**REQUIRED ACTION:**
The expected answer is a verbatim transcription of the lines below, beginning with the first and ending with the line that holds "ring mcp: (402, 217)", without pictures.

**SUPPLIED MATERIAL:**
______
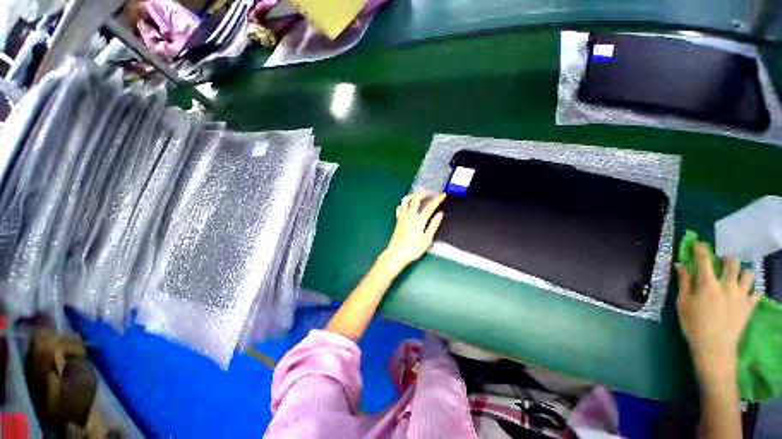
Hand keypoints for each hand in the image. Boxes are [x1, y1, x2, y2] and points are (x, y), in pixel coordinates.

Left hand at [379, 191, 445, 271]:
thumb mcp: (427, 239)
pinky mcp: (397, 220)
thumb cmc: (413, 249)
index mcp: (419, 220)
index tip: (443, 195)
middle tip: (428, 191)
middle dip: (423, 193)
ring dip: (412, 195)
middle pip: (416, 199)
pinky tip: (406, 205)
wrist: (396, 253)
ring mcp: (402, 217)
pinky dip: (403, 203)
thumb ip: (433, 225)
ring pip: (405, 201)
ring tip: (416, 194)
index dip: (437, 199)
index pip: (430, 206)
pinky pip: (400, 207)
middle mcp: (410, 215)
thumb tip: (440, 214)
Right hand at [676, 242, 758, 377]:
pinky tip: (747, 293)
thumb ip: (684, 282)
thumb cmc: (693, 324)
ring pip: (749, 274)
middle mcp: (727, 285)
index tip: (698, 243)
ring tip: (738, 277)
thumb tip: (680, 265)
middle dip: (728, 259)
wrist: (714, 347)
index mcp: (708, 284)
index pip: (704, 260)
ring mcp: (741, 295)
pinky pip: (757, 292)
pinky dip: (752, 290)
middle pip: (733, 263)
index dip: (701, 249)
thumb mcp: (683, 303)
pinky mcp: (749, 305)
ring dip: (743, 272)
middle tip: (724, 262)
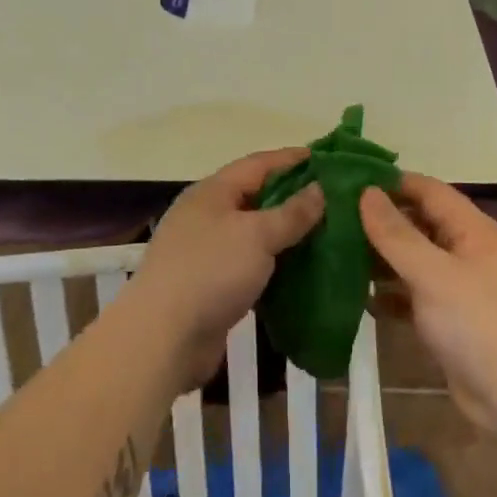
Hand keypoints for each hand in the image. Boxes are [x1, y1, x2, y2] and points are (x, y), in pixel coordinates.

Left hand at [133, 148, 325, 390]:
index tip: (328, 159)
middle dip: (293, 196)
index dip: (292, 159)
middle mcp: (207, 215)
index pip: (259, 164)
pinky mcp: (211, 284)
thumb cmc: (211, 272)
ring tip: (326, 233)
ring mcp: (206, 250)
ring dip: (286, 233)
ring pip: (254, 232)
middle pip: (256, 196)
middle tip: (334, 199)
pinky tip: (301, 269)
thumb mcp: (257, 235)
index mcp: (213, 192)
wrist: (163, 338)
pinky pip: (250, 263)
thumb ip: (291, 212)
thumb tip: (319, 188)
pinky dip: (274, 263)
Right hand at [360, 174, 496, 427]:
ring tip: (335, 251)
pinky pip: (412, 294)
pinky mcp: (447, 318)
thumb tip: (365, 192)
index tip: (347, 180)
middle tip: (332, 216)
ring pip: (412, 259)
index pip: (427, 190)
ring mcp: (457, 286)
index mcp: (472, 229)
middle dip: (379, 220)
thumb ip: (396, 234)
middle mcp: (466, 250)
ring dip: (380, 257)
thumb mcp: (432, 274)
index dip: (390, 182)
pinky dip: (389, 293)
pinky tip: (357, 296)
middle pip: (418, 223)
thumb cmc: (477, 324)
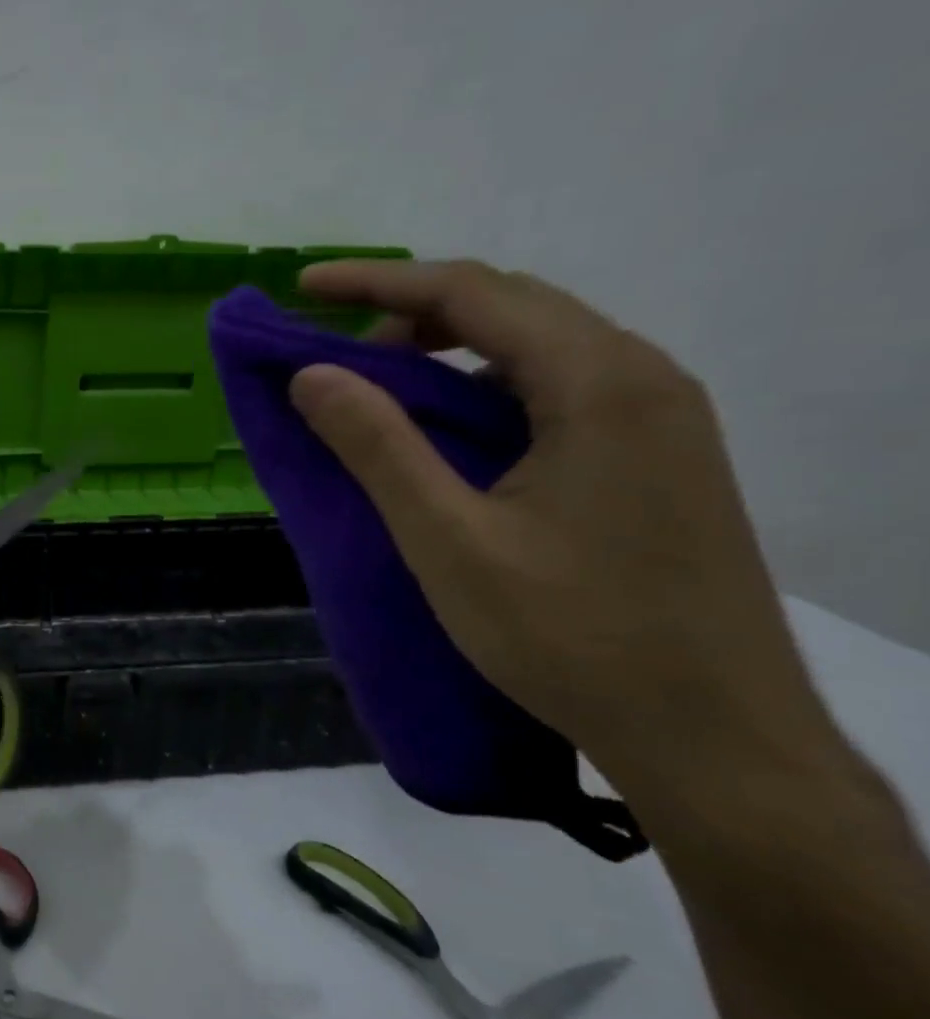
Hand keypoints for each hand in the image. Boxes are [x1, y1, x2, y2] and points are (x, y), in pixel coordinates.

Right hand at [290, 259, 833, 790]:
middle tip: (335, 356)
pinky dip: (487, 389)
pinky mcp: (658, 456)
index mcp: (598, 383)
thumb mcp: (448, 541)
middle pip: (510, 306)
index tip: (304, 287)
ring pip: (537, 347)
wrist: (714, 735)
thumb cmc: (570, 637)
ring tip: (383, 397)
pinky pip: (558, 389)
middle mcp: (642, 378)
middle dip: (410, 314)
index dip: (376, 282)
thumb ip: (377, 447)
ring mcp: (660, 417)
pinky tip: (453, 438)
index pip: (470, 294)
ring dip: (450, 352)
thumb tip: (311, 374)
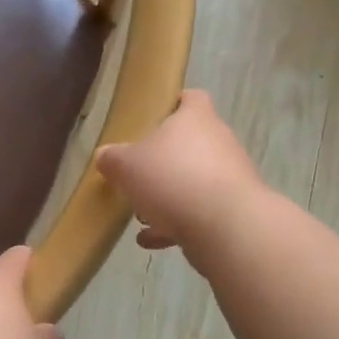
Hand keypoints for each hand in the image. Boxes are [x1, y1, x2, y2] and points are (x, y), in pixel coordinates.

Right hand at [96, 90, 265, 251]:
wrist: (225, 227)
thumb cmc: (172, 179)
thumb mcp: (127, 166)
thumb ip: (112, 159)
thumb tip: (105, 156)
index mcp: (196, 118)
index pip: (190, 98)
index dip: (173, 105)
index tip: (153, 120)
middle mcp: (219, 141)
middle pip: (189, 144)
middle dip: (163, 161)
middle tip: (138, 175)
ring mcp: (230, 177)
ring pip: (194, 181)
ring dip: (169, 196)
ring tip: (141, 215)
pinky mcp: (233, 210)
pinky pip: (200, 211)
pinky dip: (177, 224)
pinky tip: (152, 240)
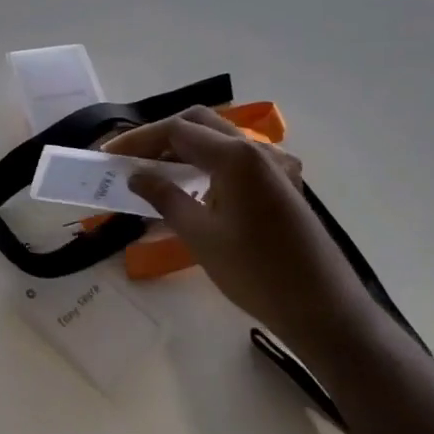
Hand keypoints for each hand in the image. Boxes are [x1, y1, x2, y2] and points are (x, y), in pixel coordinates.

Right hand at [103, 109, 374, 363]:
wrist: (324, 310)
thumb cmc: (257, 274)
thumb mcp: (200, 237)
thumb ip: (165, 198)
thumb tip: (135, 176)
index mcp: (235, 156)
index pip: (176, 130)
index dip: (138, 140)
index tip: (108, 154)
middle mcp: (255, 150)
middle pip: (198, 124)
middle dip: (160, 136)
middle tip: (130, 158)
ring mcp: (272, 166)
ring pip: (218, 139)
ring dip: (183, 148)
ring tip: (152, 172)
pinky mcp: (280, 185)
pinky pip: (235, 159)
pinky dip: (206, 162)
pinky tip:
______
**ANSWER FOR THE TASK:**
Hand keypoints for each hand in the image. Boxes are [x1, y1, x2, y2] and points are (x, y), in pixel coordinates.

Left hand at [379, 191, 445, 271]:
thumb mcp: (427, 239)
pinky mcp: (397, 220)
thumb cmc: (413, 249)
index mcp: (419, 220)
index tip: (443, 195)
middle tip: (428, 191)
middle dip: (423, 193)
ring dip: (412, 195)
middle pip: (416, 199)
pinky tip: (406, 205)
wrist: (396, 253)
ring mcp: (402, 217)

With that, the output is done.